Start of EXERCISE MATERIALS
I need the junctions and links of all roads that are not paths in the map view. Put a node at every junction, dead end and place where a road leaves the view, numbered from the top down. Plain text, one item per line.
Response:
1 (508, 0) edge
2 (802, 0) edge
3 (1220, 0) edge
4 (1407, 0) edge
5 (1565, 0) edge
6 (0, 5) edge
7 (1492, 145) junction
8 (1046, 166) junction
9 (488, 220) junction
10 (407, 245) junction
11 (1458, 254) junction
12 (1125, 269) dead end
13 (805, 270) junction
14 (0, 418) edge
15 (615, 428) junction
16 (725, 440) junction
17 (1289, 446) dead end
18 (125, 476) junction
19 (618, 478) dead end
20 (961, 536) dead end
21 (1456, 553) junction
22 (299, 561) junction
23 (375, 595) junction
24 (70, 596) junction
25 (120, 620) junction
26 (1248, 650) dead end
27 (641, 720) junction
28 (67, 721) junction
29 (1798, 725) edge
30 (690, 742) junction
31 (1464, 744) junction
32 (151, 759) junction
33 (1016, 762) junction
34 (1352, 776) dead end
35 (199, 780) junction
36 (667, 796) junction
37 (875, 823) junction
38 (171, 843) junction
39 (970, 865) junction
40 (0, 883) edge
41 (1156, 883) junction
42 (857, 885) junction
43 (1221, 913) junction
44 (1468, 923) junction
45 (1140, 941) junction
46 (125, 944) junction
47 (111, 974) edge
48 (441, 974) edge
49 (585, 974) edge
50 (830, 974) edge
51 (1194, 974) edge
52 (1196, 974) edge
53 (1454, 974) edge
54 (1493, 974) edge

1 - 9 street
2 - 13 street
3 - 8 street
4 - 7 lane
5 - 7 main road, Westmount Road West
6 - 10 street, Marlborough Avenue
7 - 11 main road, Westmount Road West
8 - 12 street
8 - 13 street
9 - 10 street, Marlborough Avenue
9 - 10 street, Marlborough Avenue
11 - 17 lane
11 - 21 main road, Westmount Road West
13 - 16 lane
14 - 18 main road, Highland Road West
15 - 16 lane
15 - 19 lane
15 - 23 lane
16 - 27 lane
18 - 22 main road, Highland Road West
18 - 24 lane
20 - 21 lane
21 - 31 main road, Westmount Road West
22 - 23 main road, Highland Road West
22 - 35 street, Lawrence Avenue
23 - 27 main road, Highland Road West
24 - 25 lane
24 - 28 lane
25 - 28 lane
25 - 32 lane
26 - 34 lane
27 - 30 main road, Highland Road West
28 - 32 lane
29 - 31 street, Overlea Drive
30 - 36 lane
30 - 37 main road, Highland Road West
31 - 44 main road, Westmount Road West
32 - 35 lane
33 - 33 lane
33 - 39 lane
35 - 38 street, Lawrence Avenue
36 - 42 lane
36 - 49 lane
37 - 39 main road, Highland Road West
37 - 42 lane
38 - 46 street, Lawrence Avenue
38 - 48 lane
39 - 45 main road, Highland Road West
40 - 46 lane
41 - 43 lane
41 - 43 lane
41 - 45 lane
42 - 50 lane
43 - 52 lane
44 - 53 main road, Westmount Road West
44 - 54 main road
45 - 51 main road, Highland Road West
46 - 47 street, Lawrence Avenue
End of EXERCISE MATERIALS
## TASK INSTRUCTIONS:
A verbatim copy of the listing is needed.

## REPLY TO THE TASK:
I need the junctions and links of all roads that are not paths in the map view. Put a node at every junction, dead end and place where a road leaves the view, numbered from the top down. Plain text, one item per line.
Response:
1 (508, 0) edge
2 (802, 0) edge
3 (1220, 0) edge
4 (1407, 0) edge
5 (1565, 0) edge
6 (0, 5) edge
7 (1492, 145) junction
8 (1046, 166) junction
9 (488, 220) junction
10 (407, 245) junction
11 (1458, 254) junction
12 (1125, 269) dead end
13 (805, 270) junction
14 (0, 418) edge
15 (615, 428) junction
16 (725, 440) junction
17 (1289, 446) dead end
18 (125, 476) junction
19 (618, 478) dead end
20 (961, 536) dead end
21 (1456, 553) junction
22 (299, 561) junction
23 (375, 595) junction
24 (70, 596) junction
25 (120, 620) junction
26 (1248, 650) dead end
27 (641, 720) junction
28 (67, 721) junction
29 (1798, 725) edge
30 (690, 742) junction
31 (1464, 744) junction
32 (151, 759) junction
33 (1016, 762) junction
34 (1352, 776) dead end
35 (199, 780) junction
36 (667, 796) junction
37 (875, 823) junction
38 (171, 843) junction
39 (970, 865) junction
40 (0, 883) edge
41 (1156, 883) junction
42 (857, 885) junction
43 (1221, 913) junction
44 (1468, 923) junction
45 (1140, 941) junction
46 (125, 944) junction
47 (111, 974) edge
48 (441, 974) edge
49 (585, 974) edge
50 (830, 974) edge
51 (1194, 974) edge
52 (1196, 974) edge
53 (1454, 974) edge
54 (1493, 974) edge

1 - 9 street
2 - 13 street
3 - 8 street
4 - 7 lane
5 - 7 main road, Westmount Road West
6 - 10 street, Marlborough Avenue
7 - 11 main road, Westmount Road West
8 - 12 street
8 - 13 street
9 - 10 street, Marlborough Avenue
9 - 10 street, Marlborough Avenue
11 - 17 lane
11 - 21 main road, Westmount Road West
13 - 16 lane
14 - 18 main road, Highland Road West
15 - 16 lane
15 - 19 lane
15 - 23 lane
16 - 27 lane
18 - 22 main road, Highland Road West
18 - 24 lane
20 - 21 lane
21 - 31 main road, Westmount Road West
22 - 23 main road, Highland Road West
22 - 35 street, Lawrence Avenue
23 - 27 main road, Highland Road West
24 - 25 lane
24 - 28 lane
25 - 28 lane
25 - 32 lane
26 - 34 lane
27 - 30 main road, Highland Road West
28 - 32 lane
29 - 31 street, Overlea Drive
30 - 36 lane
30 - 37 main road, Highland Road West
31 - 44 main road, Westmount Road West
32 - 35 lane
33 - 33 lane
33 - 39 lane
35 - 38 street, Lawrence Avenue
36 - 42 lane
36 - 49 lane
37 - 39 main road, Highland Road West
37 - 42 lane
38 - 46 street, Lawrence Avenue
38 - 48 lane
39 - 45 main road, Highland Road West
40 - 46 lane
41 - 43 lane
41 - 43 lane
41 - 45 lane
42 - 50 lane
43 - 52 lane
44 - 53 main road, Westmount Road West
44 - 54 main road
45 - 51 main road, Highland Road West
46 - 47 street, Lawrence Avenue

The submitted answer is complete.